The lack of a contract between the city and ComEd inked in the 21st century has tied the city’s hands in the fight against climate change and halted efforts to transition the city to clean energy, reducing the use of fossil fuels.

During the 2023 campaign for mayor, Johnson promised to explore whether the city should run its own electric utility while vowing to craft a “green new deal” for Chicago.

In the two years since he took office, Johnson has taken no public steps to negotiate a new deal with ComEd or start working to “municipalize” the utility, a move supported by the Chicago chapter of the Democratic Socialists of America, which also backed Johnson for mayor.

A spokesperson for Johnson did not respond to a request for comment about the city’s more than three decade old contract with ComEd.

ComEd officials are scheduled to appear at 10 a.m. Friday before the City Council’s Environmental Protection and Energy Committee for the firm’s annual hearing on their preparations to handle the strain hot weather will place on the city’s electric grid and whether the utility has met city benchmarks for reliability.

That requirement dates to the 1990s, when blackouts swept parts of the city during the summer months.

Alderpeople could pepper ComEd representatives about the lack of a new agreement and the scandal that has plagued the utility giant since it agreed nearly five years ago to pay a $200 million fine to resolve federal corruption charges and avoid prosecution.

ComEd officials are also likely to be asked about the rising cost of electricity in Chicago this summer, which will see the average residential customer pay about $10.60 per month more, according to a company statement.

Utility officials announced Thursday they would set aside $10 million to offer grants of up to $500 for low- to moderate-income rate payers, and $1,000 for nonprofit organizations to offset that increase.

ComEd customers can apply online for assistance beginning July 7, officials said.

ComEd officials have said the increase is the result of two recent capacity auctions, used by grid operators to set future energy prices.
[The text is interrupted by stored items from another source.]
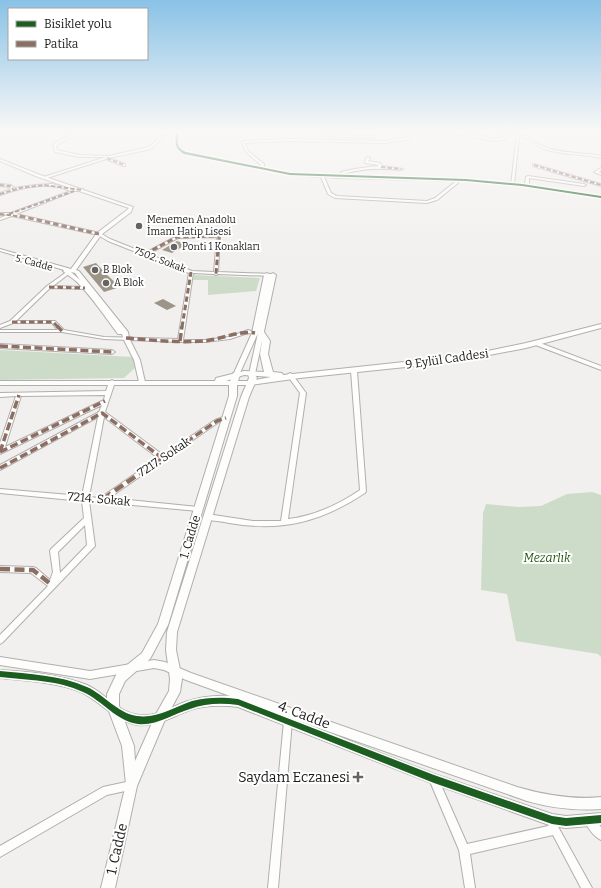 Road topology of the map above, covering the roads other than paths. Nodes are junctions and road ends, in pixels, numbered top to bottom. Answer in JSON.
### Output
{"nodes":[{"id":1,"x":34,"y":173,"type":"edge"},
{"id":2,"x":59,"y":173,"type":"edge"},
{"id":3,"x":287,"y":173,"type":"edge"},
{"id":4,"x":342,"y":173,"type":"edge"},
{"id":5,"x":513,"y":173,"type":"edge"},
{"id":6,"x":560,"y":173,"type":"edge"},
{"id":7,"x":322,"y":176,"type":"junction"},
{"id":8,"x":341,"y":177,"type":"junction"},
{"id":9,"x":45,"y":178,"type":"junction"},
{"id":10,"x":456,"y":179,"type":"junction"},
{"id":11,"x":550,"y":179,"type":"junction"},
{"id":12,"x":512,"y":183,"type":"junction"},
{"id":13,"x":527,"y":184,"type":"junction"},
{"id":14,"x":0,"y":185,"type":"edge"},
{"id":15,"x":584,"y":185,"type":"dead end"},
{"id":16,"x":601,"y":185,"type":"edge"},
{"id":17,"x":547,"y":187,"type":"junction"},
{"id":18,"x":13,"y":189,"type":"junction"},
{"id":19,"x":82,"y":190,"type":"junction"},
{"id":20,"x":74,"y":191,"type":"junction"},
{"id":21,"x":0,"y":193,"type":"edge"},
{"id":22,"x":601,"y":196,"type":"edge"},
{"id":23,"x":0,"y":214,"type":"edge"},
{"id":24,"x":9,"y":214,"type":"junction"},
{"id":25,"x":0,"y":219,"type":"edge"},
{"id":26,"x":99,"y":234,"type":"junction"},
{"id":27,"x":0,"y":250,"type":"edge"},
{"id":28,"x":0,"y":254,"type":"edge"},
{"id":29,"x":145,"y":254,"type":"junction"},
{"id":30,"x":71,"y":271,"type":"junction"},
{"id":31,"x":191,"y":272,"type":"junction"},
{"id":32,"x":216,"y":274,"type":"junction"},
{"id":33,"x":270,"y":275,"type":"joint"},
{"id":34,"x":49,"y":287,"type":"junction"},
{"id":35,"x":85,"y":288,"type":"junction"},
{"id":36,"x":12,"y":322,"type":"junction"},
{"id":37,"x":601,"y":326,"type":"edge"},
{"id":38,"x":0,"y":327,"type":"edge"},
{"id":39,"x":0,"y":331,"type":"edge"},
{"id":40,"x":62,"y":331,"type":"junction"},
{"id":41,"x":258,"y":334,"type":"junction"},
{"id":42,"x":126,"y":338,"type":"junction"},
{"id":43,"x":180,"y":341,"type":"junction"},
{"id":44,"x":535,"y":343,"type":"junction"},
{"id":45,"x":0,"y":346,"type":"edge"},
{"id":46,"x":112,"y":352,"type":"dead end"},
{"id":47,"x":601,"y":368,"type":"edge"},
{"id":48,"x":354,"y":371,"type":"junction"},
{"id":49,"x":252,"y":374,"type":"junction"},
{"id":50,"x":269,"y":374,"type":"junction"},
{"id":51,"x":290,"y":375,"type":"junction"},
{"id":52,"x":235,"y":380,"type":"junction"},
{"id":53,"x":112,"y":382,"type":"junction"},
{"id":54,"x":142,"y":382,"type":"junction"},
{"id":55,"x":0,"y":383,"type":"edge"},
{"id":56,"x":250,"y":384,"type":"junction"},
{"id":57,"x":108,"y":393,"type":"junction"},
{"id":58,"x":0,"y":395,"type":"edge"},
{"id":59,"x":19,"y":395,"type":"junction"},
{"id":60,"x":106,"y":401,"type":"junction"},
{"id":61,"x":102,"y":413,"type":"junction"},
{"id":62,"x":226,"y":418,"type":"junction"},
{"id":63,"x":0,"y":452,"type":"edge"},
{"id":64,"x":162,"y":458,"type":"junction"},
{"id":65,"x":0,"y":468,"type":"edge"},
{"id":66,"x":0,"y":491,"type":"edge"},
{"id":67,"x":86,"y":498,"type":"junction"},
{"id":68,"x":103,"y":499,"type":"junction"},
{"id":69,"x":198,"y":509,"type":"junction"},
{"id":70,"x":206,"y":517,"type":"junction"},
{"id":71,"x":88,"y":518,"type":"junction"},
{"id":72,"x":284,"y":522,"type":"junction"},
{"id":73,"x":0,"y":569,"type":"edge"},
{"id":74,"x":52,"y":585,"type":"junction"},
{"id":75,"x":0,"y":640,"type":"edge"},
{"id":76,"x":0,"y":661,"type":"edge"},
{"id":77,"x":133,"y":668,"type":"junction"},
{"id":78,"x":175,"y":672,"type":"junction"},
{"id":79,"x":0,"y":674,"type":"edge"},
{"id":80,"x":115,"y":711,"type":"junction"},
{"id":81,"x":160,"y":718,"type":"junction"},
{"id":82,"x":288,"y":722,"type":"junction"},
{"id":83,"x":434,"y":779,"type":"junction"},
{"id":84,"x":131,"y":786,"type":"junction"},
{"id":85,"x":601,"y":802,"type":"edge"},
{"id":86,"x":601,"y":819,"type":"edge"},
{"id":87,"x":589,"y":820,"type":"junction"},
{"id":88,"x":553,"y":825,"type":"junction"},
{"id":89,"x":601,"y":835,"type":"edge"},
{"id":90,"x":464,"y":850,"type":"junction"},
{"id":91,"x":0,"y":852,"type":"edge"},
{"id":92,"x":108,"y":888,"type":"edge"},
{"id":93,"x":273,"y":888,"type":"edge"},
{"id":94,"x":470,"y":888,"type":"edge"},
{"id":95,"x":587,"y":888,"type":"edge"}],
"edges":[{"from":1,"to":9,"type":"street"},
{"from":2,"to":9,"type":"street"},
{"from":3,"to":7,"type":"street"},
{"from":4,"to":8,"type":"street"},
{"from":5,"to":12,"type":"street"},
{"from":6,"to":16,"type":"street"},
{"from":7,"to":8,"type":"street"},
{"from":7,"to":10,"type":"street"},
{"from":8,"to":10,"type":"street"},
{"from":8,"to":12,"type":"street"},
{"from":9,"to":19,"type":"street"},
{"from":10,"to":12,"type":"street"},
{"from":11,"to":13,"type":"street"},
{"from":11,"to":15,"type":"street"},
{"from":11,"to":17,"type":"street"},
{"from":12,"to":13,"type":"street"},
{"from":12,"to":22,"type":"street"},
{"from":13,"to":17,"type":"street"},
{"from":14,"to":18,"type":"street"},
{"from":17,"to":22,"type":"street"},
{"from":18,"to":20,"type":"street"},
{"from":18,"to":21,"type":"street"},
{"from":19,"to":20,"type":"street"},
{"from":19,"to":26,"type":"street"},
{"from":20,"to":24,"type":"street"},
{"from":23,"to":24,"type":"street"},
{"from":24,"to":25,"type":"street"},
{"from":24,"to":26,"type":"street","name":"7502. Sokak"},
{"from":26,"to":29,"type":"street","name":"7502. Sokak"},
{"from":26,"to":30,"type":"street"},
{"from":27,"to":30,"type":"street"},
{"from":28,"to":30,"type":"street","name":"5. Cadde"},
{"from":29,"to":31,"type":"street","name":"7502. Sokak"},
{"from":29,"to":32,"type":"street"},
{"from":30,"to":34,"type":"street"},
{"from":30,"to":35,"type":"street"},
{"from":30,"to":42,"type":"street"},
{"from":31,"to":32,"type":"street","name":"7502. Sokak"},
{"from":31,"to":43,"type":"street"},
{"from":32,"to":33,"type":"street","name":"7502. Sokak"},
{"from":33,"to":41,"type":"street","name":"1. Cadde"},
{"from":34,"to":35,"type":"street"},
{"from":34,"to":36,"type":"street"},
{"from":35,"to":42,"type":"street"},
{"from":36,"to":38,"type":"street"},
{"from":36,"to":40,"type":"street"},
{"from":37,"to":44,"type":"main road","name":"9 Eylül Caddesi"},
{"from":39,"to":40,"type":"street"},
{"from":40,"to":42,"type":"street"},
{"from":41,"to":43,"type":"street"},
{"from":41,"to":49,"type":"street","name":"1. Cadde"},
{"from":41,"to":50,"type":"main road"},
{"from":41,"to":52,"type":"street","name":"1. Cadde"},
{"from":42,"to":43,"type":"street"},
{"from":42,"to":54,"type":"street"},
{"from":44,"to":47,"type":"street"},
{"from":44,"to":48,"type":"main road","name":"9 Eylül Caddesi"},
{"from":45,"to":46,"type":"street"},
{"from":48,"to":51,"type":"main road","name":"9 Eylül Caddesi"},
{"from":48,"to":72,"type":"street"},
{"from":49,"to":50,"type":"main road","name":"9 Eylül Caddesi"},
{"from":49,"to":52,"type":"main road","name":"9 Eylül Caddesi"},
{"from":49,"to":56,"type":"main road","name":"1. Cadde"},
{"from":50,"to":51,"type":"main road","name":"9 Eylül Caddesi"},
{"from":51,"to":56,"type":"main road","name":"9 Eylül Caddesi"},
{"from":51,"to":72,"type":"street"},
{"from":52,"to":54,"type":"main road","name":"9 Eylül Caddesi"},
{"from":52,"to":56,"type":"main road","name":"9 Eylül Caddesi"},
{"from":52,"to":62,"type":"main road","name":"1. Cadde"},
{"from":53,"to":54,"type":"main road","name":"9 Eylül Caddesi"},
{"from":53,"to":55,"type":"main road","name":"9 Eylül Caddesi"},
{"from":53,"to":57,"type":"street"},
{"from":56,"to":70,"type":"main road","name":"1. Cadde"},
{"from":57,"to":59,"type":"street"},
{"from":57,"to":60,"type":"street"},
{"from":58,"to":59,"type":"street"},
{"from":59,"to":63,"type":"street"},
{"from":60,"to":61,"type":"street"},
{"from":60,"to":63,"type":"street"},
{"from":61,"to":64,"type":"street"},
{"from":61,"to":65,"type":"street"},
{"from":61,"to":67,"type":"street"},
{"from":62,"to":64,"type":"street","name":"7217. Sokak"},
{"from":62,"to":69,"type":"main road","name":"1. Cadde"},
{"from":64,"to":68,"type":"street","name":"7217. Sokak"},
{"from":66,"to":67,"type":"street","name":"7214. Sokak"},
{"from":67,"to":68,"type":"street","name":"7214. Sokak"},
{"from":67,"to":71,"type":"street"},
{"from":68,"to":69,"type":"street","name":"7214. Sokak"},
{"from":69,"to":77,"type":"main road","name":"1. Cadde"},
{"from":70,"to":72,"type":"street"},
{"from":70,"to":78,"type":"main road","name":"1. Cadde"},
{"from":71,"to":74,"type":"street"},
{"from":71,"to":74,"type":"street"},
{"from":73,"to":74,"type":"street"},
{"from":74,"to":75,"type":"street"},
{"from":76,"to":77,"type":"street","name":"4. Cadde"},
{"from":77,"to":78,"type":"street","name":"4. Cadde"},
{"from":77,"to":80,"type":"main road","name":"1. Cadde"},
{"from":78,"to":81,"type":"main road","name":"1. Cadde"},
{"from":78,"to":85,"type":"street","name":"4. Cadde"},
{"from":79,"to":80,"type":"street","name":"4. Cadde"},
{"from":80,"to":81,"type":"street","name":"4. Cadde"},
{"from":80,"to":84,"type":"main road","name":"1. Cadde"},
{"from":81,"to":82,"type":"street","name":"4. Cadde"},
{"from":81,"to":84,"type":"main road","name":"1. Cadde"},
{"from":82,"to":83,"type":"street","name":"4. Cadde"},
{"from":82,"to":93,"type":"street"},
{"from":83,"to":88,"type":"street","name":"4. Cadde"},
{"from":83,"to":90,"type":"street"},
{"from":84,"to":91,"type":"street"},
{"from":84,"to":92,"type":"main road","name":"1. Cadde"},
{"from":86,"to":87,"type":"street","name":"4. Cadde"},
{"from":87,"to":88,"type":"street","name":"4. Cadde"},
{"from":87,"to":89,"type":"street"},
{"from":88,"to":90,"type":"street"},
{"from":88,"to":95,"type":"street"},
{"from":90,"to":94,"type":"street"}]}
With increasing demand from data centers and few new sources of renewable energy coming online, prices are rising as the supply of energy drops, officials said.

A push to pass a package of energy bills through the Illinois House and Senate failed last month, leaving the issue at the top of the agenda for state lawmakers when they return to Springfield for veto session in the fall.

“We share the city’s commitment to an equitable clean energy transition and look forward to an opportunity to discuss the franchise agreement with the Johnson administration,” said Lauren Huffman, a spokesperson from ComEd.

That hearing is scheduled to take place the same day that Madigan, convicted of 10 charges of bribery, conspiracy and wire fraud, is set to be sentenced.

Four former ComEd officials convicted of conspiring to bribe Madigan are scheduled to be sentenced in July. The so-called “ComEd Four” — former CEO Anne Pramaggiore, Madigan’s longtime confidant Michael McClain and ex-ComEd lobbyists John Hooker and Jay Doherty — were convicted in May 2023.

After the scandal broke, then-Mayor Lori Lightfoot halted negotiations over a new deal with the utility giant and demanded the firm agree to implement “a comprehensive ethics reform plan that rebuilds trust with the city, its residents and its businesses” while also implementing programs designed to reduce climate change.

When that effort failed, Lightfoot invited other companies to indicate whether they were interested in bidding for the lucrative city contract, in an attempt to ratchet up the pressure on ComEd.

But the city never issued a formal request for proposals for the city’s electric franchise agreement, and city officials told alderpeople finding a replacement for ComEd was unlikely.

An August 2020 study found it would cost the city $9 billion to create its own utility.

“It is not like we are buying copy machines, and can go to another copy machine service,” David Reynolds, the former commissioner of the Department of Assets, Information and Services, said in July 2020. “ComEd is the only place we can buy electricity.”

In January 2023 — a month before Chicago voters rejected her bid for a second term in office — Lightfoot reached an agreement with ComEd to extend its contract for 15 years in return for at least $100 million to be used in the city’s fight against climate change.

The City Council never voted on the deal, which included promises from ComEd to spend at least $520 million for “hundreds of energy & equity community benefit projects to advance the 2022 Climate Action Plan,” which promises to reduce carbon emissions in Chicago by 62% by 2040.